▶ Task instructions
Please list all lines of the material below in which the string "复兴门南大街" occurs.
== Supplied material ==
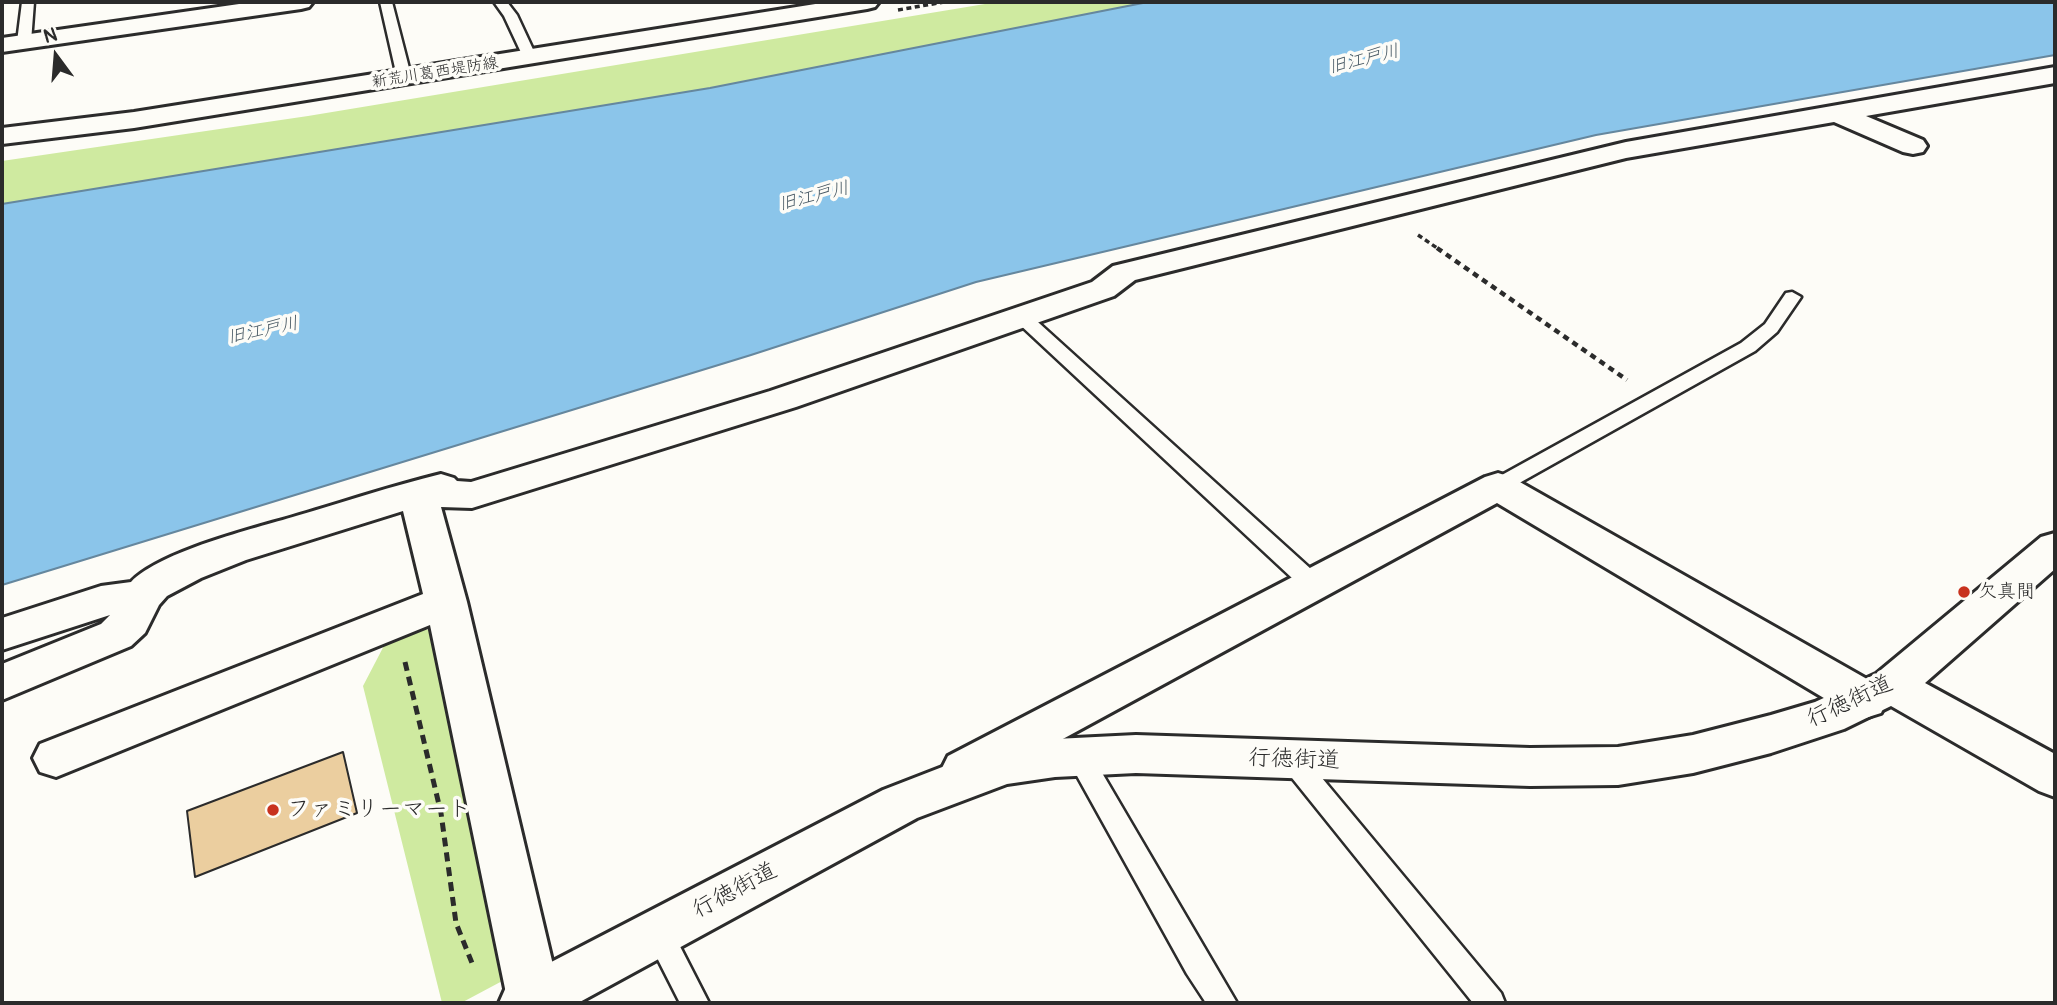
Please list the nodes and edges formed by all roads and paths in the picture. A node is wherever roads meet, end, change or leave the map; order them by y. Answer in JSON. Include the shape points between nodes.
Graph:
{"nodes":[{"id":1,"x":28,"y":2,"type":"edge"},
{"id":2,"x":301,"y":2,"type":"edge"},
{"id":3,"x":386,"y":2,"type":"edge"},
{"id":4,"x":500,"y":2,"type":"edge"},
{"id":5,"x":867,"y":2,"type":"edge"},
{"id":6,"x":169,"y":11,"type":"edge"},
{"id":7,"x":731,"y":14,"type":"edge"},
{"id":8,"x":13,"y":43,"type":"edge"},
{"id":9,"x":530,"y":58,"type":"junction"},
{"id":10,"x":401,"y":68,"type":"dead end"},
{"id":11,"x":2055,"y":75,"type":"edge"},
{"id":12,"x":1836,"y":113,"type":"junction"},
{"id":13,"x":2,"y":136,"type":"edge"},
{"id":14,"x":1913,"y":146,"type":"dead end"},
{"id":15,"x":1409,"y":228,"type":"dead end"},
{"id":16,"x":1125,"y":273,"type":"junction"},
{"id":17,"x":1792,"y":297,"type":"dead end"},
{"id":18,"x":1023,"y":318,"type":"junction"},
{"id":19,"x":1653,"y":399,"type":"junction"},
{"id":20,"x":1498,"y":486,"type":"junction"},
{"id":21,"x":418,"y":493,"type":"junction"},
{"id":22,"x":2055,"y":547,"type":"edge"},
{"id":23,"x":1314,"y":585,"type":"junction"},
{"id":24,"x":143,"y":596,"type":"junction"},
{"id":25,"x":427,"y":610,"type":"junction"},
{"id":26,"x":2,"y":634,"type":"edge"},
{"id":27,"x":2,"y":683,"type":"edge"},
{"id":28,"x":1879,"y":693,"type":"junction"},
{"id":29,"x":1079,"y":756,"type":"junction"},
{"id":30,"x":56,"y":758,"type":"dead end"},
{"id":31,"x":1293,"y":761,"type":"junction"},
{"id":32,"x":2055,"y":777,"type":"edge"},
{"id":33,"x":901,"y":804,"type":"junction"},
{"id":34,"x":658,"y":932,"type":"junction"},
{"id":35,"x":475,"y":969,"type":"dead end"},
{"id":36,"x":531,"y":1002,"type":"edge"},
{"id":37,"x":695,"y":1003,"type":"edge"},
{"id":38,"x":1223,"y":1003,"type":"edge"},
{"id":39,"x":1491,"y":1003,"type":"edge"}],
"edges":[{"from":1,"to":8,"type":"lane"},
{"from":2,"to":6,"type":"street"},
{"from":3,"to":10,"type":"lane"},
{"from":4,"to":9,"type":"lane"},
{"from":5,"to":7,"type":"street","name":"新荒川葛西堤防線"},
{"from":6,"to":8,"type":"street"},
{"from":7,"to":9,"type":"street","name":"新荒川葛西堤防線"},
{"from":9,"to":13,"type":"street","name":"新荒川葛西堤防線"},
{"from":11,"to":12,"type":"street"},
{"from":12,"to":14,"type":"street"},
{"from":12,"to":16,"type":"street","via":[[1626,150]]},
{"from":15,"to":19,"type":"path"},
{"from":16,"to":18,"type":"street","via":[[1103,289]]},
{"from":16,"to":21,"type":"street","via":[[1009,304]]},
{"from":17,"to":19,"type":"lane","via":[[1771,328],[1748,347]]},
{"from":18,"to":21,"type":"street","via":[[783,399],[472,495]]},
{"from":18,"to":23,"type":"lane"},
{"from":19,"to":20,"type":"lane"},
{"from":20,"to":23,"type":"street"},
{"from":20,"to":28,"type":"street"},
{"from":21,"to":24,"type":"street","via":[[232,550],[167,577]]},
{"from":21,"to":25,"type":"street"},
{"from":22,"to":28,"type":"street","name":"行徳街道"},
{"from":23,"to":33,"type":"street"},
{"from":24,"to":26,"type":"street","via":[[101,601]]},
{"from":24,"to":27,"type":"street","via":[[130,622],[116,635]]},
{"from":25,"to":30,"type":"street"},
{"from":25,"to":35,"type":"path","via":[[404,664],[441,814],[456,923]]},
{"from":25,"to":36,"type":"street"},
{"from":28,"to":31,"type":"street","name":"行徳街道","via":[[1771,734],[1693,754],[1618,766]]},
{"from":28,"to":32,"type":"street"},
{"from":29,"to":31,"type":"street","name":"行徳街道"},
{"from":29,"to":33,"type":"street","name":"行徳街道","via":[[1007,765]]},
{"from":29,"to":38,"type":"lane"},
{"from":31,"to":39,"type":"lane"},
{"from":33,"to":34,"type":"street","name":"行徳街道"},
{"from":34,"to":36,"type":"street","name":"行徳街道"},
{"from":34,"to":37,"type":"lane"}]}
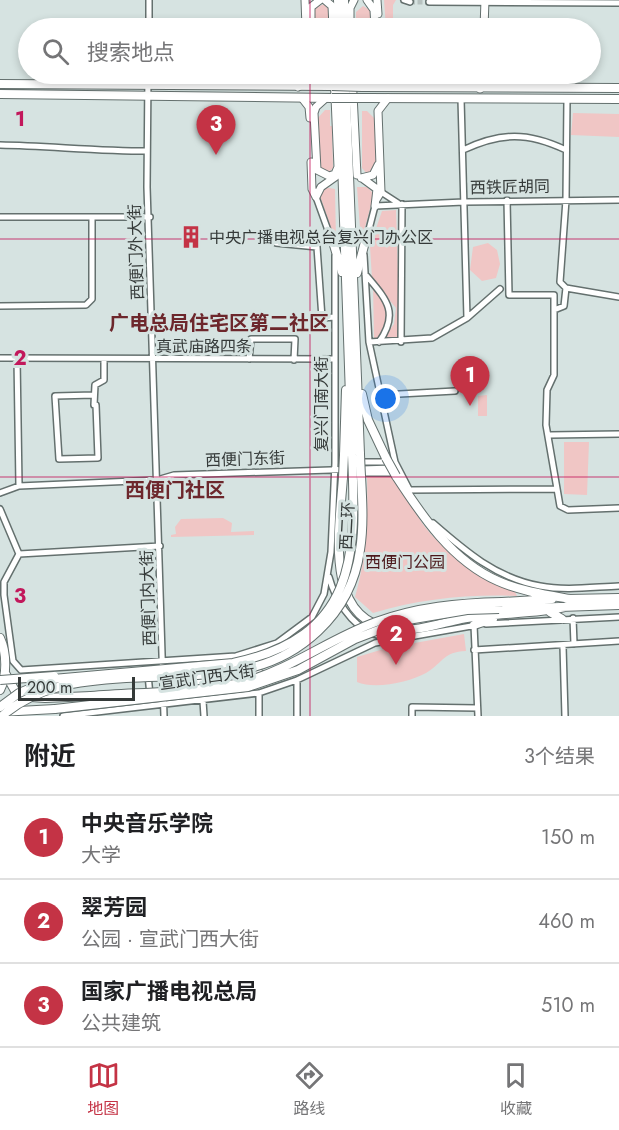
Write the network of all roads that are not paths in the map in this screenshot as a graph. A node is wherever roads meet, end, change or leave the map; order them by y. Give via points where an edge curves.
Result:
1 (149, 0) edge
2 (305, 0) edge
3 (320, 0) edge
4 (346, 0) edge
5 (354, 0) edge
6 (367, 0) edge
7 (377, 0) edge
8 (330, 1) edge
9 (483, 1) edge
10 (429, 2) dead end
11 (619, 3) edge
12 (341, 13) junction
13 (149, 18) edge
14 (306, 18) edge
15 (311, 18) edge
16 (332, 18) edge
17 (340, 18) edge
18 (342, 18) edge
19 (350, 18) edge
20 (375, 18) edge
21 (376, 18) edge
22 (483, 18) edge
23 (0, 84) edge
24 (303, 84) edge
25 (322, 84) edge
26 (334, 84) edge
27 (339, 84) edge
28 (345, 84) edge
29 (353, 84) edge
30 (368, 84) edge
31 (383, 84) edge
32 (482, 84) edge
33 (148, 85) junction
34 (298, 87) junction
35 (328, 87) junction
36 (362, 87) junction
37 (387, 88) junction
38 (482, 88) junction
39 (619, 88) edge
40 (0, 94) edge
41 (148, 96) junction
42 (302, 98) junction
43 (329, 98) junction
44 (366, 98) junction
45 (388, 99) junction
46 (461, 99) junction
47 (567, 99) junction
48 (619, 99) edge
49 (0, 146) edge
50 (463, 150) junction
51 (566, 150) junction
52 (147, 151) junction
53 (341, 155) junction
54 (349, 166) junction
55 (359, 176) junction
56 (381, 192) junction
57 (316, 197) junction
58 (566, 200) junction
59 (619, 200) edge
60 (464, 201) junction
61 (507, 201) junction
62 (376, 203) junction
63 (402, 204) junction
64 (0, 217) edge
65 (92, 218) junction
66 (150, 218) junction
67 (368, 234) junction
68 (276, 243) dead end
69 (334, 245) junction
70 (364, 273) junction
71 (566, 288) junction
72 (500, 289) dead end
73 (351, 294) junction
74 (619, 297) edge
75 (0, 306) edge
76 (554, 310) junction
77 (335, 317) junction
78 (467, 318) junction
79 (369, 342) junction
80 (379, 342) junction
81 (401, 342) junction
82 (0, 358) edge
83 (17, 358) junction
84 (249, 359) junction
85 (102, 360) junction
86 (153, 360) junction
87 (294, 360) junction
88 (335, 360) junction
89 (357, 369) junction
90 (455, 392) dead end
91 (94, 395) junction
92 (381, 395) junction
93 (619, 434) edge
94 (550, 435) junction
95 (352, 455) junction
96 (395, 462) junction
97 (335, 466) junction
98 (398, 473) junction
99 (157, 480) junction
100 (20, 486) junction
101 (557, 489) junction
102 (409, 490) junction
103 (0, 493) edge
104 (619, 508) edge
105 (0, 509) edge
106 (160, 546) junction
107 (19, 554) junction
108 (329, 575) junction
109 (526, 583) junction
110 (619, 586) edge
111 (544, 594) junction
112 (619, 598) edge
113 (572, 602) junction
114 (501, 605) junction
115 (619, 605) edge
116 (550, 612) junction
117 (3, 615) edge
118 (506, 615) junction
119 (619, 617) edge
120 (573, 618) junction
121 (562, 619) junction
122 (474, 625) junction
123 (366, 629) junction
124 (402, 637) junction
125 (0, 638) edge
126 (619, 641) edge
127 (574, 644) junction
128 (563, 646) junction
129 (365, 647) junction
130 (474, 650) junction
131 (163, 661) junction
132 (148, 662) junction
133 (73, 676) junction
134 (297, 680) junction
135 (3, 682) edge
136 (259, 693) junction
137 (91, 696) junction
138 (203, 701) junction
139 (0, 705) edge
140 (164, 705) junction
141 (150, 706) junction
142 (477, 708) junction
143 (55, 709) junction
144 (0, 712) edge
145 (2, 716) edge
146 (26, 716) edge
147 (63, 716) edge
148 (164, 716) edge
149 (204, 716) edge
150 (259, 716) edge
151 (297, 716) edge
152 (412, 716) edge
153 (478, 716) edge
154 (565, 716) edge

1 - 13 street
2 - 14 main road
3 - 15 main road via 311,7
4 - 12 highway
5 - 19 main road
6 - 20 main road
7 - 21 main road
8 - 12 highway
8 - 16 main road
9 - 10 street
9 - 11 street
9 - 22 main road
12 - 17 highway
12 - 18 highway
23 - 33 highway
24 - 34 main road
25 - 35 main road
26 - 43 main road via 338,167 329,176 317,170 314,113
27 - 53 highway, 西二环
28 - 54 highway, 西二环
29 - 55 main road
30 - 36 main road
31 - 37 main road
32 - 38 main road
33 - 34 highway
33 - 41 street, 西便门外大街
34 - 35 highway
35 - 36 highway, bridge
36 - 37 highway
37 - 38 highway
38 - 39 highway
40 - 41 highway
41 - 42 highway
41 - 52 street, 西便门外大街
42 - 43 highway
42 - 57 main road via 310,113 312,184
43 - 44 highway, bridge
44 - 45 highway
44 - 55 main road via 376,111 378,164 373,175
45 - 46 highway
45 - 56 main road via 378,111
46 - 47 highway
46 - 50 street
47 - 48 highway
47 - 51 street
49 - 52 street
50 - 51 street via 488,138 513,135
50 - 60 street
51 - 58 street
52 - 66 street, 西便门外大街
53 - 57 main road via 339,174 321,187
53 - 73 highway, 西二环
54 - 55 main road
54 - 73 highway, 西二环
55 - 62 main road via 376,189
56 - 62 main road
56 - 63 street
57 - 69 street, 复兴门南大街
58 - 59 street, 西铁匠胡同
58 - 61 street, 西铁匠胡同
58 - 71 street via 560,280
60 - 61 street, 西铁匠胡同
60 - 63 street, 西铁匠胡同
60 - 78 street
61 - 76 street via 509,296 554,295
62 - 63 street, 西铁匠胡同
62 - 67 street
63 - 81 street
64 - 65 street
65 - 66 street
65 - 75 street via 92,300 86,305
66 - 86 street, 西便门外大街
67 - 70 street
67 - 73 highway
68 - 77 street via 317,247 322,318
69 - 73 highway
69 - 77 street, 复兴门南大街
70 - 79 street
70 - 80 street via 391,312 390,325
71 - 74 street
71 - 76 street via 564,306
72 - 78 street
73 - 89 highway, 西二环
73 - 95 highway, 西二环
76 - 94 street via 554,375 546,390 546,425
77 - 88 street, 复兴门南大街
78 - 81 street via 432,338
79 - 80 street
79 - 92 street
80 - 81 street
82 - 83 street, 真武庙路四条
83 - 85 street, 真武庙路四条
83 - 100 street
84 - 86 street, 真武庙路四条
84 - 87 street, 真武庙路四条
84 - 87 street via 251,339 295,339
85 - 86 street, 真武庙路四条
85 - 91 street via 104,380 95,385
86 - 99 street, 西便门外大街
87 - 88 street, 真武庙路四条
88 - 97 street, 复兴门南大街
89 - 95 highway, 西二环
89 - 98 highway, bridge via 368,420 386,458
90 - 92 street
91 - 91 street via 98,458 57,457 56,396
92 - 96 street
93 - 94 street
94 - 101 street
95 - 118 highway, bridge via 343,477 340,576 349,600 364,618 378,626 412,629
95 - 133 highway, 西二环, bridge via 352,551 337,595 315,625 279,649 257,658
95 - 145 highway, 西二环, bridge via 362,526 355,572 345,600 303,645 284,657 234,672 96,680 54,687 20,702
96 - 97 street
96 - 98 street
97 - 98 street, 西便门东街
97 - 99 street, 西便门东街 via 174,475
97 - 108 street, 宣武门西大街
98 - 102 street
98 - 111 highway via 426,522 459,554 497,581
99 - 100 street, 西便门东街
99 - 106 street, 西便门内大街
100 - 103 street, 西便门东街
101 - 102 street
101 - 104 street via 560,506 568,510
102 - 109 street via 431,522 464,550 499,574
105 - 107 street
106 - 107 street
106 - 131 street, 西便门内大街
107 - 117 street via 4,582
108 - 123 street, 宣武门西大街 via 338,600 352,619
108 - 131 street, 宣武门西大街 via 312,617 276,643 236,656
109 - 110 street via 554,588
109 - 111 highway
111 - 113 highway
112 - 113 highway, 宣武门西大街
113 - 114 highway, 宣武门西大街
113 - 115 highway, 宣武门西大街
113 - 116 highway
114 - 137 highway, 宣武门西大街, bridge via 445,605 399,614 270,672 236,682
114 - 143 highway, 宣武门西大街, bridge via 402,621 355,639 298,670 248,687
116 - 118 highway
116 - 121 highway
117 - 132 street, 宣武门西大街 via 13,661 21,670
118 - 122 highway
119 - 120 street, 宣武门西大街
120 - 121 street, 宣武门西大街
120 - 127 street
121 - 122 street, 宣武门西大街
122 - 124 street, 宣武门西大街
122 - 130 street
123 - 124 street, 宣武门西大街 via 373,634
123 - 129 street via 369,641
124 - 129 street, 宣武门西大街
125 - 135 highway
126 - 127 street
127 - 128 street
128 - 130 street
128 - 154 street
129 - 134 street, 宣武门西大街
130 - 142 street
131 - 132 street, 宣武门西大街
131 - 140 street, 西便门内大街
132 - 141 street
133 - 135 highway, bridge
133 - 139 highway, 西二环, bridge via 31,687
134 - 136 street, 宣武门西大街
134 - 151 street
135 - 137 highway, bridge via 18,696
136 - 138 street, 宣武门西大街
136 - 150 street
137 - 139 highway, bridge
138 - 140 street, 宣武门西大街
138 - 149 street
140 - 141 street, 宣武门西大街
140 - 148 street, 西便门内大街
141 - 147 street, 宣武门西大街
142 - 152 street via 412,707
142 - 153 street
143 - 144 highway, 宣武门西大街, bridge
143 - 146 highway

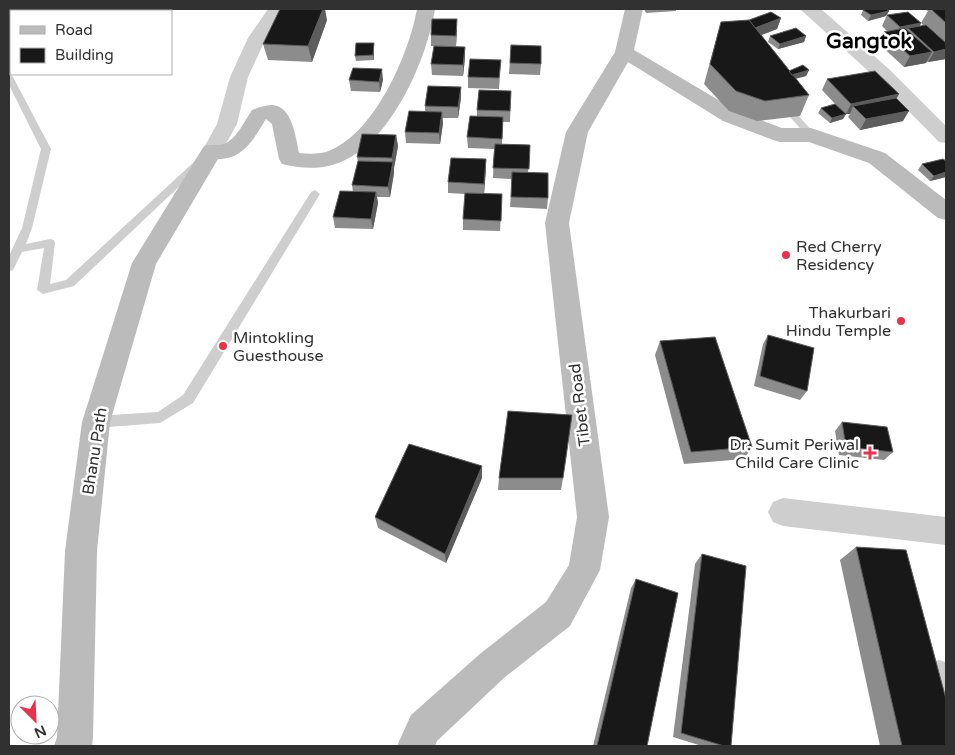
===
▶ Result below
57 - 69 street, 复兴门南大街
69 - 77 street, 复兴门南大街
77 - 88 street, 复兴门南大街
88 - 97 street, 复兴门南大街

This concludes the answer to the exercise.